▶ **What the exercise asks**: Each line of the data below that carries the word "roads" needs to be copied.
═══
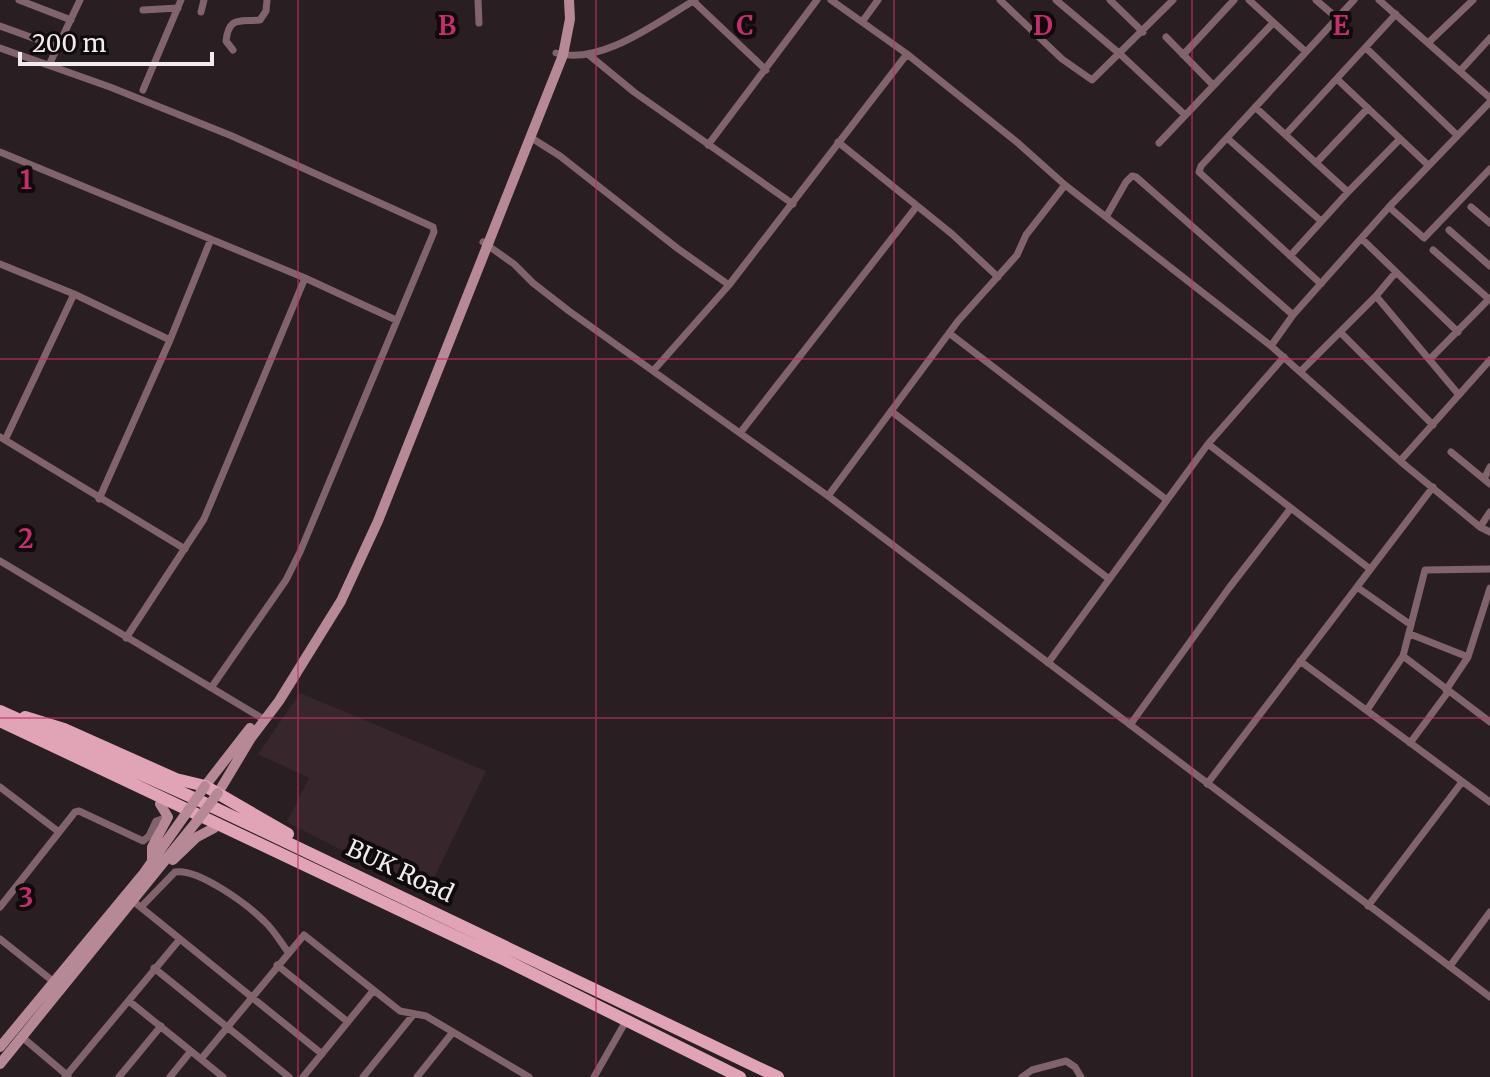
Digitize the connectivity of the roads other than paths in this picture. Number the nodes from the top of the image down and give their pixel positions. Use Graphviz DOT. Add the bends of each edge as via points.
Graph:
graph roads {
  1 [pos="19,0"];
  2 [pos="204,0"];
  3 [pos="267,0"];
  4 [pos="478,0"];
  5 [pos="563,0"];
  6 [pos="569,0"];
  7 [pos="693,0"];
  8 [pos="817,0"];
  9 [pos="831,0"];
  10 [pos="878,0"];
  11 [pos="1000,0"];
  12 [pos="1056,0"];
  13 [pos="1110,0"];
  14 [pos="1173,0"];
  15 [pos="1234,0"];
  16 [pos="1249,0"];
  17 [pos="1316,0"];
  18 [pos="1354,0"];
  19 [pos="1379,0"];
  20 [pos="1473,0"];
  21 [pos="76,2"];
  22 [pos="179,4"];
  23 [pos="143,10"];
  24 [pos="201,12"];
  25 [pos="1396,14"];
  26 [pos="1337,18"];
  27 [pos="71,20"];
  28 [pos="862,22"];
  29 [pos="479,23"];
  30 [pos="1273,23"];
  31 [pos="0,26"];
  32 [pos="1143,32"];
  33 [pos="1166,37"];
  34 [pos="1490,40"];
  35 [pos="1428,43"];
  36 [pos="58,47"];
  37 [pos="0,48"];
  38 [pos="1366,48"];
  39 [pos="233,50"];
  40 [pos="1306,52"];
  41 [pos="560,54"];
  42 [pos="907,54"];
  43 [pos="1120,54"];
  44 [pos="589,55"];
  45 [pos="1183,55"];
  46 [pos="49,65"];
  47 [pos="766,70"];
  48 [pos="1460,71"];
  49 [pos="1338,80"];
  50 [pos="1213,85"];
  51 [pos="143,90"];
  52 [pos="1490,100"];
  53 [pos="1255,107"];
  54 [pos="1368,108"];
  55 [pos="1185,115"];
  56 [pos="1286,134"];
  57 [pos="1457,135"];
  58 [pos="530,137"];
  59 [pos="1227,138"];
  60 [pos="1400,139"];
  61 [pos="838,142"];
  62 [pos="1159,143"];
  63 [pos="708,145"];
  64 [pos="0,152"];
  65 [pos="1316,163"];
  66 [pos="1428,165"];
  67 [pos="1490,169"];
  68 [pos="1065,185"];
  69 [pos="1348,192"];
  70 [pos="793,204"];
  71 [pos="917,206"];
  72 [pos="1389,207"];
  73 [pos="1471,207"];
  74 [pos="1106,217"];
  75 [pos="1321,221"];
  76 [pos="1490,223"];
  77 [pos="1449,230"];
  78 [pos="211,239"];
  79 [pos="1362,239"];
  80 [pos="486,244"];
  81 [pos="1433,250"];
  82 [pos="1290,256"];
  83 [pos="0,264"];
  84 [pos="1490,266"];
  85 [pos="1396,272"];
  86 [pos="998,277"];
  87 [pos="305,278"];
  88 [pos="1321,284"];
  89 [pos="729,285"];
  90 [pos="74,294"];
  91 [pos="1376,296"];
  92 [pos="1489,298"];
  93 [pos="1293,315"];
  94 [pos="396,320"];
  95 [pos="1340,332"];
  96 [pos="1458,332"];
  97 [pos="949,333"];
  98 [pos="170,340"];
  99 [pos="1271,346"];
  100 [pos="1284,357"];
  101 [pos="1430,359"];
  102 [pos="1490,360"];
  103 [pos="653,371"];
  104 [pos="1301,371"];
  105 [pos="1459,395"];
  106 [pos="891,411"];
  107 [pos="1433,425"];
  108 [pos="740,433"];
  109 [pos="3,439"];
  110 [pos="1208,444"];
  111 [pos="1451,452"];
  112 [pos="1400,461"];
  113 [pos="1490,467"];
  114 [pos="1487,482"];
  115 [pos="1433,487"];
  116 [pos="828,496"];
  117 [pos="99,499"];
  118 [pos="1167,500"];
  119 [pos="1291,508"];
  120 [pos="1490,512"];
  121 [pos="1480,527"];
  122 [pos="1490,532"];
  123 [pos="185,549"];
  124 [pos="0,561"];
  125 [pos="1370,569"];
  126 [pos="1490,569"];
  127 [pos="1109,579"];
  128 [pos="1357,587"];
  129 [pos="1490,588"];
  130 [pos="1410,630"];
  131 [pos="126,638"];
  132 [pos="1403,656"];
  133 [pos="1468,657"];
  134 [pos="1300,661"];
  135 [pos="1048,663"];
  136 [pos="211,688"];
  137 [pos="1447,691"];
  138 [pos="1367,710"];
  139 [pos="262,718"];
  140 [pos="6,719"];
  141 [pos="1490,722"];
  142 [pos="1130,725"];
  143 [pos="1410,743"];
  144 [pos="1462,782"];
  145 [pos="1207,784"];
  146 [pos="205,786"];
  147 [pos="0,787"];
  148 [pos="218,793"];
  149 [pos="1490,802"];
  150 [pos="160,804"];
  151 [pos="168,817"];
  152 [pos="191,818"];
  153 [pos="214,828"];
  154 [pos="59,832"];
  155 [pos="157,865"];
  156 [pos="398,895"];
  157 [pos="137,904"];
  158 [pos="1368,906"];
  159 [pos="0,907"];
  160 [pos="406,912"];
  161 [pos="1490,912"];
  162 [pos="0,939"];
  163 [pos="180,939"];
  164 [pos="288,952"];
  165 [pos="277,965"];
  166 [pos="1450,966"];
  167 [pos="154,968"];
  168 [pos="54,982"];
  169 [pos="373,991"];
  170 [pos="251,997"];
  171 [pos="1490,997"];
  172 [pos="129,1001"];
  173 [pos="633,1008"];
  174 [pos="413,1015"];
  175 [pos="626,1021"];
  176 [pos="348,1022"];
  177 [pos="161,1026"];
  178 [pos="226,1027"];
  179 [pos="453,1032"];
  180 [pos="22,1037"];
  181 [pos="2,1042"];
  182 [pos="191,1051"];
  183 [pos="322,1054"];
  184 [pos="201,1059"];
  185 [pos="0,1064"];
  186 [pos="67,1076"];
  187 [pos="596,1076"];
  188 [pos="119,1077"];
  189 [pos="170,1077"];
  190 [pos="223,1077"];
  191 [pos="289,1077"];
  192 [pos="303,1077"];
  193 [pos="365,1077"];
  194 [pos="417,1077"];
  195 [pos="529,1077"];
  196 [pos="740,1077"];
  197 [pos="778,1077"];
  198 [pos="1022,1077"];
  199 [pos="1081,1077"];
  1 -- 27 [label="street"];
  2 -- 24 [label="street"];
  3 -- 39 [label="street" via="260,20 229,26 226,41"];
  4 -- 29 [label="street"];
  5 -- 41 [label="main road"];
  6 -- 41 [label="main road" via="570,19"];
  7 -- 44 [label="street" via="641,33"];
  7 -- 47 [label="street"];
  8 -- 47 [label="street"];
  9 -- 28 [label="street"];
  10 -- 28 [label="street"];
  11 -- 43 [label="street" via="1089,80"];
  12 -- 43 [label="street"];
  13 -- 32 [label="street"];
  14 -- 32 [label="street"];
  15 -- 45 [label="street"];
  16 -- 30 [label="street"];
  17 -- 26 [label="street"];
  18 -- 26 [label="street"];
  19 -- 25 [label="street"];
  20 -- 35 [label="street"];
  21 -- 27 [label="street"];
  22 -- 23 [label="street"];
  22 -- 51 [label="street"];
  25 -- 35 [label="street"];
  25 -- 38 [label="street"];
  26 -- 40 [label="street"];
  27 -- 36 [label="street"];
  28 -- 42 [label="street"];
  30 -- 40 [label="street"];
  30 -- 50 [label="street"];
  31 -- 36 [label="street"];
  32 -- 43 [label="street"];
  33 -- 45 [label="street"];
  34 -- 48 [label="street"];
  35 -- 48 [label="street"];
  36 -- 46 [label="street"];
  37 -- 46 [label="street"];
  38 -- 49 [label="street"];
  38 -- 57 [label="street"];
  40 -- 53 [label="street"];
  41 -- 44 [label="street"];
  41 -- 58 [label="main road"];
  41 -- 80 [label="main road"];
  42 -- 61 [label="street"];
  42 -- 68 [label="street"];
  43 -- 55 [label="street"];
  44 -- 63 [label="street"];
  45 -- 50 [label="street"];
  46 -- 94 [label="street" via="232,136 433,227"];
  47 -- 63 [label="street"];
  48 -- 52 [label="street"];
  49 -- 54 [label="street"];
  49 -- 56 [label="street"];
  50 -- 55 [label="street"];
  52 -- 57 [label="street"];
  53 -- 56 [label="street"];
  53 -- 59 [label="street"];
  54 -- 60 [label="street"];
  54 -- 65 [label="street"];
  55 -- 62 [label="street"];
  56 -- 65 [label="street"];
  57 -- 66 [label="street"];
  58 -- 80 [label="main road"];
  58 -- 89 [label="street"];
  59 -- 75 [label="street"];
  59 -- 82 [label="street" via="1199,172"];
  60 -- 66 [label="street"];
  60 -- 69 [label="street"];
  61 -- 70 [label="street"];
  61 -- 71 [label="street"];
  63 -- 70 [label="street"];
  64 -- 78 [label="street"];
  65 -- 69 [label="street"];
  66 -- 72 [label="street"];
  67 -- 72 [label="street" via="1424,238"];
  68 -- 74 [label="street"];
  68 -- 86 [label="street"];
  69 -- 75 [label="street"];
  70 -- 89 [label="street"];
  71 -- 86 [label="street"];
  71 -- 108 [label="street"];
  72 -- 79 [label="street"];
  73 -- 76 [label="street"];
  74 -- 93 [label="street" via="1126,182 1136,177"];
  74 -- 99 [label="street"];
  75 -- 82 [label="street"];
  77 -- 84 [label="street"];
  78 -- 87 [label="street"];
  78 -- 98 [label="street"];
  79 -- 85 [label="street"];
  79 -- 88 [label="street"];
  80 -- 103 [label="street"];
  80 -- 139 [label="main road" via="378,521 341,601"];
  81 -- 92 [label="street"];
  82 -- 88 [label="street"];
  83 -- 90 [label="street"];
  85 -- 91 [label="street"];
  85 -- 96 [label="street"];
  86 -- 97 [label="street"];
  87 -- 94 [label="street"];
  87 -- 123 [label="street" via="204,519"];
  88 -- 93 [label="street"];
  89 -- 103 [label="street"];
  90 -- 98 [label="street"];
  90 -- 109 [label="street"];
  91 -- 95 [label="street"];
  91 -- 101 [label="street"];
  92 -- 96 [label="street"];
  93 -- 99 [label="street"];
  94 -- 136 [label="street" via="293,566"];
  95 -- 104 [label="street"];
  95 -- 107 [label="street"];
  96 -- 101 [label="street"];
  97 -- 106 [label="street"];
  97 -- 118 [label="street"];
  98 -- 117 [label="street"];
  99 -- 100 [label="street"];
  100 -- 104 [label="street"];
  100 -- 110 [label="street"];
  101 -- 105 [label="street"];
  102 -- 105 [label="street"];
  103 -- 108 [label="street"];
  104 -- 112 [label="street"];
  105 -- 107 [label="street"];
  106 -- 116 [label="street"];
  106 -- 127 [label="street"];
  107 -- 112 [label="street"];
  108 -- 116 [label="street"];
  109 -- 117 [label="street"];
  110 -- 118 [label="street"];
  110 -- 119 [label="street"];
  111 -- 114 [label="street"];
  112 -- 115 [label="street"];
  113 -- 114 [label="street"];
  115 -- 121 [label="street"];
  115 -- 125 [label="street"];
  116 -- 135 [label="street"];
  117 -- 123 [label="street"];
  118 -- 127 [label="street"];
  119 -- 125 [label="street"];
  119 -- 142 [label="street"];
  120 -- 121 [label="street"];
  121 -- 122 [label="street"];
  123 -- 131 [label="street"];
  124 -- 131 [label="street"];
  125 -- 128 [label="street"];
  126 -- 130 [label="street" via="1425,570"];
  127 -- 135 [label="street"];
  128 -- 130 [label="street"];
  128 -- 134 [label="street"];
  129 -- 133 [label="street"];
  130 -- 132 [label="street"];
  130 -- 133 [label="street"];
  131 -- 136 [label="street"];
  132 -- 137 [label="street"];
  132 -- 138 [label="street"];
  133 -- 137 [label="street"];
  134 -- 138 [label="street"];
  134 -- 145 [label="street"];
  135 -- 142 [label="street"];
  136 -- 139 [label="street"];
  137 -- 141 [label="street"];
  137 -- 143 [label="street"];
  138 -- 143 [label="street"];
  139 -- 146 [label="main road"];
  139 -- 148 [label="main road"];
  140 -- 146 [label="main road" via="42,721 176,779"];
  140 -- 150 [label="main road" via="45,749"];
  140 -- 156 [label="main road, BUK Road" via="203,802"];
  140 -- 160 [label="main road, BUK Road"];
  142 -- 145 [label="street"];
  143 -- 144 [label="street"];
  144 -- 149 [label="street"];
  144 -- 158 [label="street"];
  145 -- 158 [label="street"];
  146 -- 148 [label="main road"];
  146 -- 152 [label="main road, bridge"];
  147 -- 154 [label="street"];
  148 -- 152 [label="main road, bridge"];
  148 -- 156 [label="main road" via="378,878"];
  150 -- 151 [label="main road"];
  150 -- 152 [label="main road"];
  151 -- 154 [label="street" via="156,821 143,841 79,811"];
  151 -- 155 [label="main road" via="152,847"];
  152 -- 153 [label="main road"];
  152 -- 155 [label="main road"];
  153 -- 155 [label="main road" via="175,859"];
  153 -- 160 [label="main road"];
  154 -- 159 [label="street"];
  155 -- 157 [label="main road"];
  155 -- 168 [label="main road"];
  156 -- 173 [label="main road, BUK Road"];
  157 -- 163 [label="street"];
  157 -- 164 [label="street" via="175,872 192,873 267,923"];
  157 -- 180 [label="main road"];
  158 -- 166 [label="street"];
  160 -- 175 [label="main road, BUK Road"];
  161 -- 166 [label="street"];
  162 -- 168 [label="street"];
  163 -- 167 [label="street"];
  163 -- 170 [label="street"];
  164 -- 165 [label="street"];
  164 -- 169 [label="street" via="304,935"];
  165 -- 170 [label="street"];
  165 -- 176 [label="street"];
  166 -- 171 [label="street"];
  167 -- 172 [label="street"];
  167 -- 178 [label="street"];
  168 -- 181 [label="main road"];
  169 -- 174 [label="street"];
  169 -- 176 [label="street"];
  170 -- 178 [label="street"];
  170 -- 183 [label="street"];
  172 -- 177 [label="street"];
  172 -- 186 [label="street"];
  173 -- 175 [label="street"];
  173 -- 197 [label="main road, BUK Road"];
  174 -- 179 [label="street" via="426,1016"];
  174 -- 193 [label="street"];
  175 -- 187 [label="street"];
  175 -- 196 [label="main road, BUK Road"];
  176 -- 183 [label="street"];
  177 -- 182 [label="street"];
  177 -- 188 [label="street"];
  178 -- 184 [label="street"];
  178 -- 191 [label="street"];
  179 -- 194 [label="street"];
  179 -- 195 [label="street"];
  180 -- 185 [label="main road"];
  180 -- 186 [label="street"];
  182 -- 184 [label="street"];
  182 -- 189 [label="street"];
  183 -- 192 [label="street"];
  184 -- 190 [label="street"];
  198 -- 199 [label="street" via="1066,1061"];
}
═══
▶ **Output for this exercise**:
Digitize the connectivity of the roads other than paths in this picture. Number the nodes from the top of the image down and give their pixel positions. Use Graphviz DOT. Add the bends of each edge as via points.
graph roads {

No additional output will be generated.